The data>

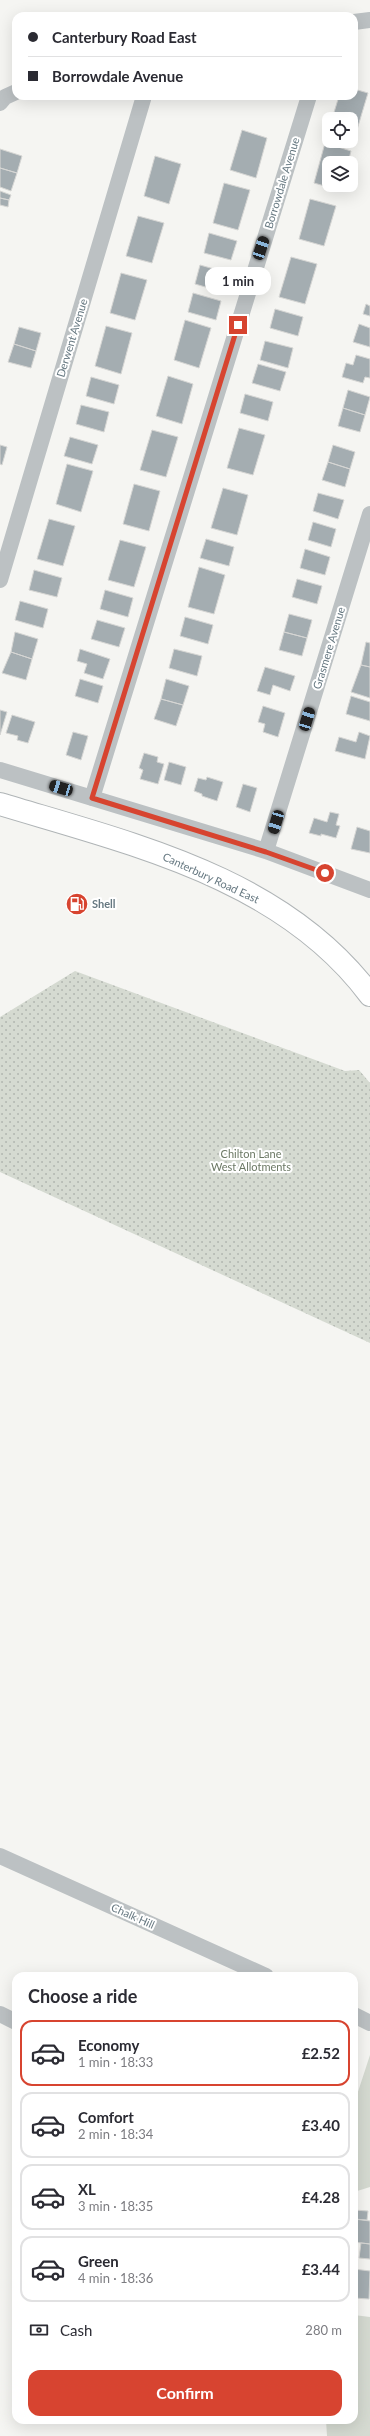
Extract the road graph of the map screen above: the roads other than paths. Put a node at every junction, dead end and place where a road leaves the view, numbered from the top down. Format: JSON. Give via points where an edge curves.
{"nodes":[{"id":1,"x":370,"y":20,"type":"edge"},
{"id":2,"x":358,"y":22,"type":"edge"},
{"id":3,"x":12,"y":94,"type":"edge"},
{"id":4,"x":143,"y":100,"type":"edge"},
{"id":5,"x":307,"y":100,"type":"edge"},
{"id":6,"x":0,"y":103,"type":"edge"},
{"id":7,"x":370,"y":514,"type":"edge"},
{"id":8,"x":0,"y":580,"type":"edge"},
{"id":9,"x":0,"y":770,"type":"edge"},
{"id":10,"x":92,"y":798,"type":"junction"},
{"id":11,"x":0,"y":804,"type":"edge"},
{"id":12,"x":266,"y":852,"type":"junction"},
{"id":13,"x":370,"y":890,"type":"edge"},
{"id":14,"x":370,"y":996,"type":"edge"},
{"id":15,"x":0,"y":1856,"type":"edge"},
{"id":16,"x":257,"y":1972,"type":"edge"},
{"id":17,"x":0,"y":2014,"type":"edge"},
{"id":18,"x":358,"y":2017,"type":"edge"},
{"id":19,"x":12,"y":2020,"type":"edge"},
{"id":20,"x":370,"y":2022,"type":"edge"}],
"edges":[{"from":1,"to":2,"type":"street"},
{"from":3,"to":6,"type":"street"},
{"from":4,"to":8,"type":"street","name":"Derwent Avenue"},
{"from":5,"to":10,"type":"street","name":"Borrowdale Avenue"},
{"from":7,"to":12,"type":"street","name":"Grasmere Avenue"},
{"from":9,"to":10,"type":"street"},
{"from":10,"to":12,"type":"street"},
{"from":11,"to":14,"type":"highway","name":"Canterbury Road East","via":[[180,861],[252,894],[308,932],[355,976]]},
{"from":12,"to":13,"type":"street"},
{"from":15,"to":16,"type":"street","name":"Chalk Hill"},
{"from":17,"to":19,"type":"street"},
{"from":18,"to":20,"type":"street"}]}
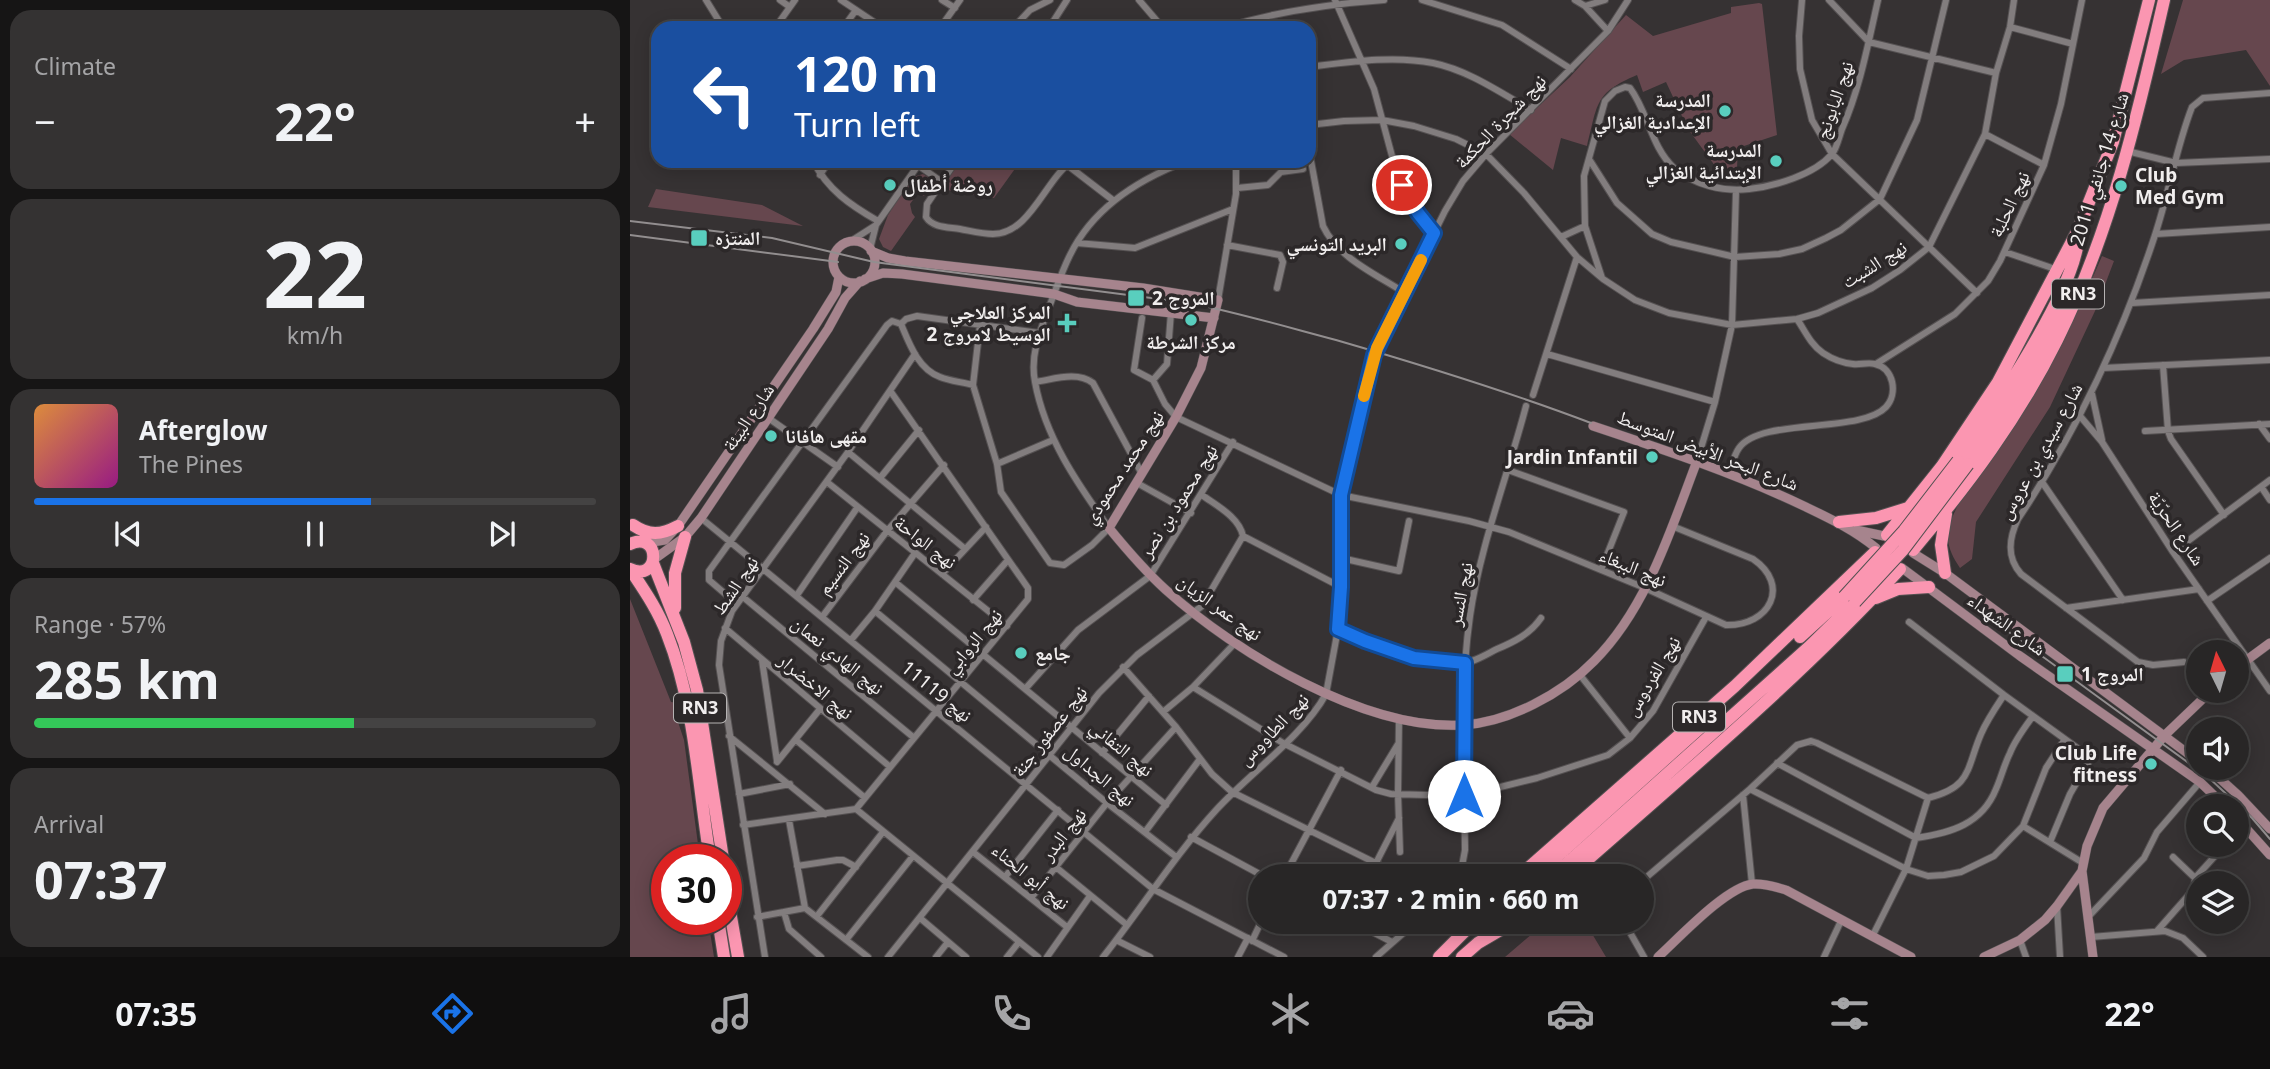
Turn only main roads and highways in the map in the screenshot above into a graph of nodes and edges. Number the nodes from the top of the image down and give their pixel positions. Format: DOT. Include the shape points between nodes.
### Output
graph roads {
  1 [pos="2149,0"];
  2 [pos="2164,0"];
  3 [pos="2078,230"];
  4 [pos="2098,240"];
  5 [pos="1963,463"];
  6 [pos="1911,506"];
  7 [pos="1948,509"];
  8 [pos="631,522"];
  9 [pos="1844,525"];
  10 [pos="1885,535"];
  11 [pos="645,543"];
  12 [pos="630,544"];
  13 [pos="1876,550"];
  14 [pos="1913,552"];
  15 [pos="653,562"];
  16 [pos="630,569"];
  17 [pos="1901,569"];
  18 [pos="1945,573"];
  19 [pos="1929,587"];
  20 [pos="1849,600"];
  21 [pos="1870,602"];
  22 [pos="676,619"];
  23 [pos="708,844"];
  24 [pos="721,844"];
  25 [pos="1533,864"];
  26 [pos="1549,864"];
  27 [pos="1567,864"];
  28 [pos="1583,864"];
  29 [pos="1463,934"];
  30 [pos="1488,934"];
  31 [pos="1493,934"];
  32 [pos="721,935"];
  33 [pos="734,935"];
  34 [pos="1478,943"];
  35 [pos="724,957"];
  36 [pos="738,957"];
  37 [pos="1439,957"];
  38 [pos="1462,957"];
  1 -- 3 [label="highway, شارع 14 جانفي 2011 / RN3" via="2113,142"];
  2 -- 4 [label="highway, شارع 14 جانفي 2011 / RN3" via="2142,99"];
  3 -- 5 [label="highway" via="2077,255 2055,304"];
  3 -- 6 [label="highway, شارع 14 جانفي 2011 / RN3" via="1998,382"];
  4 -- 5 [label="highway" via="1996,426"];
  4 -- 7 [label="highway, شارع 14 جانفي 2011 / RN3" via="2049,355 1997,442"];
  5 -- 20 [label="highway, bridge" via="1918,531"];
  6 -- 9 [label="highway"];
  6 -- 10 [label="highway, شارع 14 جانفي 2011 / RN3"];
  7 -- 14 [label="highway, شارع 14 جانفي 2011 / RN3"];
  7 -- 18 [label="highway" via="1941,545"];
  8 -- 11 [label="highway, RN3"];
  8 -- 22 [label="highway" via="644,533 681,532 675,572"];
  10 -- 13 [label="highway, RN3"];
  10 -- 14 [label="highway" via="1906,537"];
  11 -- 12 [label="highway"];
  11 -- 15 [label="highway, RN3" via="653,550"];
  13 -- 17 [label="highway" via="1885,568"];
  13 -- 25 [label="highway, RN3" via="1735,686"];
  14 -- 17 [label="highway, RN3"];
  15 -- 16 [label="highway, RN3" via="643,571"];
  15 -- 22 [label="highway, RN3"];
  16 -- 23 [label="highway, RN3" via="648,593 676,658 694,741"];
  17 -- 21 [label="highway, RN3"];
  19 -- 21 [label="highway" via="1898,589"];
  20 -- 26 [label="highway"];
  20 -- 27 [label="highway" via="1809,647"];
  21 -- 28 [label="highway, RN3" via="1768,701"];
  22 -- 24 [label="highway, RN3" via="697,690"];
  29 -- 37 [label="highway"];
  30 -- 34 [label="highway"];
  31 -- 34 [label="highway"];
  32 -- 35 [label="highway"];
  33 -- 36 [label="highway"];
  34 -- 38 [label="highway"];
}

* * *

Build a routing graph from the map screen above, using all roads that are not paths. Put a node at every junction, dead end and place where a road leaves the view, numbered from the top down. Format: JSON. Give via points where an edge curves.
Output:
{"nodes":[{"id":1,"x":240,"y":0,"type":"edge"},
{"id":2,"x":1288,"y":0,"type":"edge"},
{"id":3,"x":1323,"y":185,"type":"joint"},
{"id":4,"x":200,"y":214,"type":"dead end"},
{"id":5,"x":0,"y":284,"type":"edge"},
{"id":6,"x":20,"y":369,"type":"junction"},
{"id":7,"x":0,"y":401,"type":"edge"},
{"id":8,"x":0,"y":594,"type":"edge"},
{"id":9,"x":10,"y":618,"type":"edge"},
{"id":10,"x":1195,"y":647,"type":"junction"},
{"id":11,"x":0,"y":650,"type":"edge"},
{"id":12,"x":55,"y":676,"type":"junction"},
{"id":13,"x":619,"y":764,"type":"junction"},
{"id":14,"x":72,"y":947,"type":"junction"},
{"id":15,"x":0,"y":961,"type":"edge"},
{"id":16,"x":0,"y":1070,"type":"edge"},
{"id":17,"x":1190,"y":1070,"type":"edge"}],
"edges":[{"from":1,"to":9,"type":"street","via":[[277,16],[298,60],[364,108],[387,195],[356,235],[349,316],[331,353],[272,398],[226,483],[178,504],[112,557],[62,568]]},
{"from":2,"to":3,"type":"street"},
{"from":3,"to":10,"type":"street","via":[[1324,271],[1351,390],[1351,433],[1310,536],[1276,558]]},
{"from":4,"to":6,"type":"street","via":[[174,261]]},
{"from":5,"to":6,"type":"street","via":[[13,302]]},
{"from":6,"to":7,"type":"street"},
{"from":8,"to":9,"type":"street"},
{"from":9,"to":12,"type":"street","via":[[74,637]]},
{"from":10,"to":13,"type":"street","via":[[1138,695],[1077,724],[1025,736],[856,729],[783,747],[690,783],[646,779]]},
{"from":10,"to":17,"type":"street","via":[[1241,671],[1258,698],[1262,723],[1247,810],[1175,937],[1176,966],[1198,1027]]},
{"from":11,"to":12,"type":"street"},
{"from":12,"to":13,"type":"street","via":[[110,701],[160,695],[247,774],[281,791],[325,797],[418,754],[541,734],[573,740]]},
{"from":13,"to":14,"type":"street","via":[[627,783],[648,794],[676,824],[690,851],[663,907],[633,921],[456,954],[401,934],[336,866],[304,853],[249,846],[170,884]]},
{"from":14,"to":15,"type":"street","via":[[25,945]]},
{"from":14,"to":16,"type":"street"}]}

==

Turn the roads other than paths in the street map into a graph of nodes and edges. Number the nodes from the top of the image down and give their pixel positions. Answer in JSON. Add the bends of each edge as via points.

What you are asked to do>
How many of the lines in the records above include the word "pixel"? State that number alone.

Answer space>
2